La liberté conquise, le problème de l’égalité reste posé. C’est alors que les paysans interviennent. Au lendemain du 14-Juillet, en pleine période de moisson, on assiste dans les campagnes au déchaînement de la Grande Peur. G. Lefebvre en a démonté le mécanisme : croyance en un « pacte de famine » et en un « complot aristocratique » qui suscite la réaction défensive des paysans, celle-ci entraînant ensuite la « volonté punitive ». Armés et s’apercevant de la vanité de leur crainte, les paysans se portent vers les châteaux, s’emparent des archives où sont consignés les droits seigneuriaux et les brûlent.


D’août à octobre

À Paris, les députés s’inquiètent : la propriété est violée, le spectre de la loi agraire surgit. Il faut calmer les paysans. Nobles et membres du clergé sont invités à abandonner leurs privilèges. Chassé-croisé d’intérêts et d’élans généreux, telle est, décrite à un de ses amis par le marquis de Ferrières, la nuit du 4-Août :

« Les circonstances malheureuses où se trouve la noblesse, l’insurrection générale élevée de toutes parts contre elle [...], plus de cent cinquante châteaux incendiés ; les titres seigneuriaux recherchés avec une espèce de fureur et brûlés, l’impossibilité de s’opposer au torrent de la révolution, les malheurs qu’entraînerait une résistance même inutile, la ruine du plus beau royaume de l’Europe en proie à l’anarchie, à la dévastation ; et, plus que tout cela, cet amour de la patrie inné dans le cœur du Français, amour qui est un devoir impérieux pour la noblesse, obligée, par état et par honneur, à dévouer ses biens, sa vie même pour le roi et pour la nation, tout nous prescrivait la conduite que nous devions tenir. »

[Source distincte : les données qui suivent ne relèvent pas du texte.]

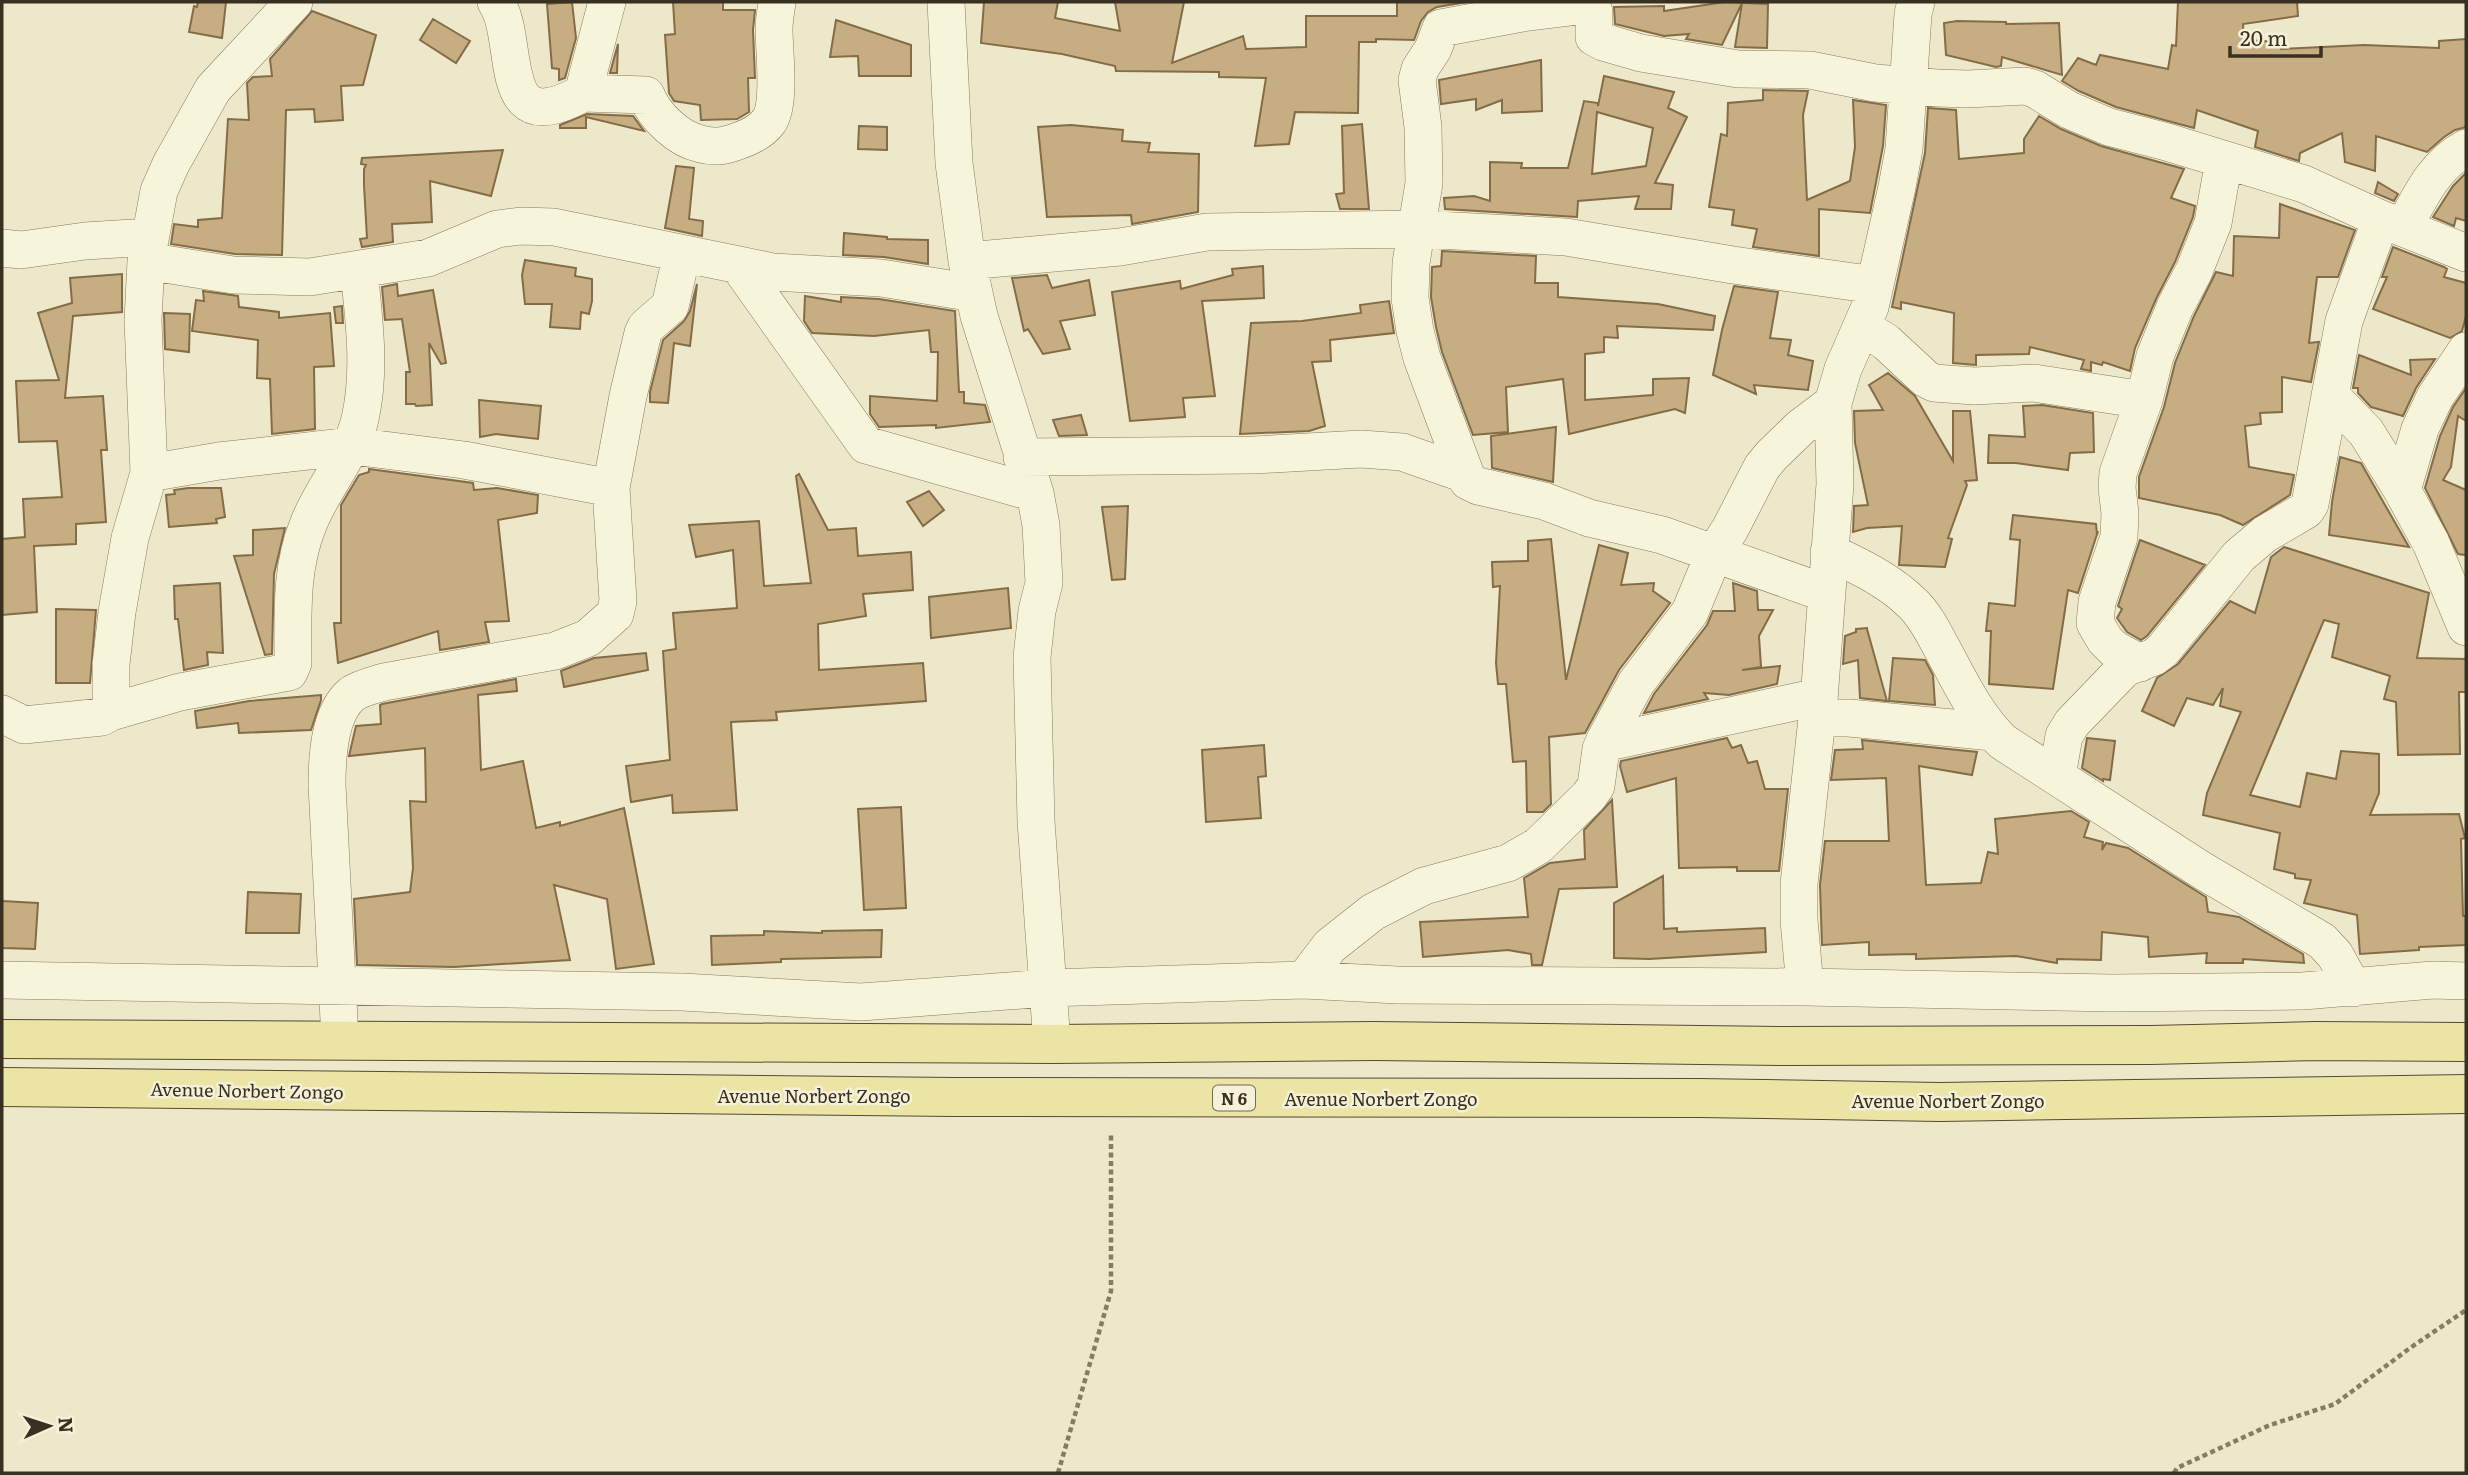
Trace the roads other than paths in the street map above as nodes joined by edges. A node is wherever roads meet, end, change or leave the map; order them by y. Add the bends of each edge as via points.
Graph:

En fait, les décrets, rédigés sept jours plus tard, restreindront les mesures envisagées le 4, et les masses paysannes, insatisfaites, resteront prêtes à l’action pour le triomphe d’une égalité encore incomplète.

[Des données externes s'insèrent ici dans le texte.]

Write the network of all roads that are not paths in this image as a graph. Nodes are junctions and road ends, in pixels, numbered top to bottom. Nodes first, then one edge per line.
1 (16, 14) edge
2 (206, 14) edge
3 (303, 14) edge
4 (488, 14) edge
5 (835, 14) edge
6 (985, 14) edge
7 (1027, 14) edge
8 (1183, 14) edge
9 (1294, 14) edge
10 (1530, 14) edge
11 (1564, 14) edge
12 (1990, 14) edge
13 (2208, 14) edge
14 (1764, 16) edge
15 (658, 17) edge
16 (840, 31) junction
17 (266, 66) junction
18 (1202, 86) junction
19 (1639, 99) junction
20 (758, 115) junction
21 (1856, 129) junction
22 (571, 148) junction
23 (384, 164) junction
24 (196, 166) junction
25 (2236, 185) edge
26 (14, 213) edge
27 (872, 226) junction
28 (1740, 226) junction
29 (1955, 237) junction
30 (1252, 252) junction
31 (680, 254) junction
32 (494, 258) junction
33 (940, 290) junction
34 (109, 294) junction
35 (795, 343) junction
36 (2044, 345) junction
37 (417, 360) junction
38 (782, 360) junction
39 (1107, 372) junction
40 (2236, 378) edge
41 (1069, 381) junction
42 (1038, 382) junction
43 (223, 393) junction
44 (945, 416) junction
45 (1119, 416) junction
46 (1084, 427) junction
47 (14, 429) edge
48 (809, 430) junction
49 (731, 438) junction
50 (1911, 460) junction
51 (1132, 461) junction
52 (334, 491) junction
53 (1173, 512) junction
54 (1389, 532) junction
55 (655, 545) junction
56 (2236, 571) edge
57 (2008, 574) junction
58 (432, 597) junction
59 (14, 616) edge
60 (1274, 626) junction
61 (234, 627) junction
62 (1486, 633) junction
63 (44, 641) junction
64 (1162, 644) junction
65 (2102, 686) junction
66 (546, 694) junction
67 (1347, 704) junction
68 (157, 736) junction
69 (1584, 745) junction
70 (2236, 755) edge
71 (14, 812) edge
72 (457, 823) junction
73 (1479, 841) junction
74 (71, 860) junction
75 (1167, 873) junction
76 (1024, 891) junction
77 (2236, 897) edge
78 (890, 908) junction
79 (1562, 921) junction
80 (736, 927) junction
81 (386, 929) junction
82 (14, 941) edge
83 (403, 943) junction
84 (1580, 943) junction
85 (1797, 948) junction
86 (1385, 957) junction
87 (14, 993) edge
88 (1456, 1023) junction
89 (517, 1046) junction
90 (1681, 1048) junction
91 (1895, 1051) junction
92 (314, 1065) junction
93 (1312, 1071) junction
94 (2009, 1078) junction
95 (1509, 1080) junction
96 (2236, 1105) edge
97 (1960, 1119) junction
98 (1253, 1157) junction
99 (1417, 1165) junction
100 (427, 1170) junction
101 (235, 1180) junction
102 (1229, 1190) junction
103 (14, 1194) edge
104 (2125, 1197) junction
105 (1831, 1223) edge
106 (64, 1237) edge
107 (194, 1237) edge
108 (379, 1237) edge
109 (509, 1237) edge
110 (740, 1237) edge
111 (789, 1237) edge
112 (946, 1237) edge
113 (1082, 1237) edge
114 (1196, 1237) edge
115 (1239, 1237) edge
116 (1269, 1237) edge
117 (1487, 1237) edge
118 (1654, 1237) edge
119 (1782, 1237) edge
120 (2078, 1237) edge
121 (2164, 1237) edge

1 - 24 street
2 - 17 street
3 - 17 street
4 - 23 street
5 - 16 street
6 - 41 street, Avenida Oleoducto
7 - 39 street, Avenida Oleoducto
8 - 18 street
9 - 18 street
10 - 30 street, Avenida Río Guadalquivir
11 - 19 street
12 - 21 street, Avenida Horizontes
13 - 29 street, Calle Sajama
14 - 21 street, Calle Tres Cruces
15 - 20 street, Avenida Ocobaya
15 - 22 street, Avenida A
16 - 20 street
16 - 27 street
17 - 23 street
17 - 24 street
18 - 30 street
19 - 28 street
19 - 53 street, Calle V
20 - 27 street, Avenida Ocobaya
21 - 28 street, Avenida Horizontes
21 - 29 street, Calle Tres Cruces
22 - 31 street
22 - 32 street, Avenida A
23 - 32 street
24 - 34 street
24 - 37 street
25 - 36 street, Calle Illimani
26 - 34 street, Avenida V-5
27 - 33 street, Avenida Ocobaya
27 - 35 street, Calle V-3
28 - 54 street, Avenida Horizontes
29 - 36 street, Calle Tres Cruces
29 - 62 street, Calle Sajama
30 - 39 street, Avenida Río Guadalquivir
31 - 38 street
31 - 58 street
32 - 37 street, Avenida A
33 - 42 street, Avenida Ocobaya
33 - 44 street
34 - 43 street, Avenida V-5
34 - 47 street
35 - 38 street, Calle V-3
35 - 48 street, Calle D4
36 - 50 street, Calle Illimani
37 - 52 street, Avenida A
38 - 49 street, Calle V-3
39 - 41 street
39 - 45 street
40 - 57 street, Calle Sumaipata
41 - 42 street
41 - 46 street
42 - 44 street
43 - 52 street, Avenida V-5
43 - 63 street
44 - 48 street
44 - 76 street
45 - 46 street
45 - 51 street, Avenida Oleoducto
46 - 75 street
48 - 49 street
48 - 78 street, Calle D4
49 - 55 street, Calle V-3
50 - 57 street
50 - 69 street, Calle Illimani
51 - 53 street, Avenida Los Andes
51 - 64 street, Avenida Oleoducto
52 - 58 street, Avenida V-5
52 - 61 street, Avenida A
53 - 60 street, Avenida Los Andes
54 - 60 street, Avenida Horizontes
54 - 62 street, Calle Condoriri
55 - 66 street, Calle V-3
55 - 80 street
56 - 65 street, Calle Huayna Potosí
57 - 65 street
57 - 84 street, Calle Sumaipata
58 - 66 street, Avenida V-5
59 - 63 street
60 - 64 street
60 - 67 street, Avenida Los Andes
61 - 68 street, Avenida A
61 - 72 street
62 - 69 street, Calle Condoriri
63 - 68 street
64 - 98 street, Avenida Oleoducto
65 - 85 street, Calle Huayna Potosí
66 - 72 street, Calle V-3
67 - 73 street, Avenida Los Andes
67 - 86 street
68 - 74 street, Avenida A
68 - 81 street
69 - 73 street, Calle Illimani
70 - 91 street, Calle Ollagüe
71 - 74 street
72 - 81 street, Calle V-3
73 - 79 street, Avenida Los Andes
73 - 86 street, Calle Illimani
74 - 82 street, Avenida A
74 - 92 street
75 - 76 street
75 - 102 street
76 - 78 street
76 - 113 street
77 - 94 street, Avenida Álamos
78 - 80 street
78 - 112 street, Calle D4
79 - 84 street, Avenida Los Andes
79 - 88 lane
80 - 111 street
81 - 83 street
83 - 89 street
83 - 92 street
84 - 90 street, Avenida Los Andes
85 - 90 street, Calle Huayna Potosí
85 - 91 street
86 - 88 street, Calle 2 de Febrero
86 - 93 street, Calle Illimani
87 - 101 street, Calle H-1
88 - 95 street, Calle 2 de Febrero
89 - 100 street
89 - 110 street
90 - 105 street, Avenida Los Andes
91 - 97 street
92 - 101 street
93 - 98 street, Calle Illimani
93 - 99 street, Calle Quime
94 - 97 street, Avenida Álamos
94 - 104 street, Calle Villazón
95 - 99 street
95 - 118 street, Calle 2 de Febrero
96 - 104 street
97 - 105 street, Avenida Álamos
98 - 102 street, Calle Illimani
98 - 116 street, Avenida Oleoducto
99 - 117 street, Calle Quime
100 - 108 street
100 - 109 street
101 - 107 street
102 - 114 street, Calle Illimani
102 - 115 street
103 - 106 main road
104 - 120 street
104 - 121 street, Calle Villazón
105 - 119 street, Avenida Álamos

Mais le roi refuse de ratifier les décrets. Il est soutenu par des « patriotes » — tel Jean Joseph Mounier (1758-1806) —, effrayés de la fureur paysanne. Il semble prêt une fois encore à recourir à la force. Les gardes du corps offrent, le 1er octobre, un banquet au régiment de Flandre. En présence du roi, la cocarde tricolore est foulée.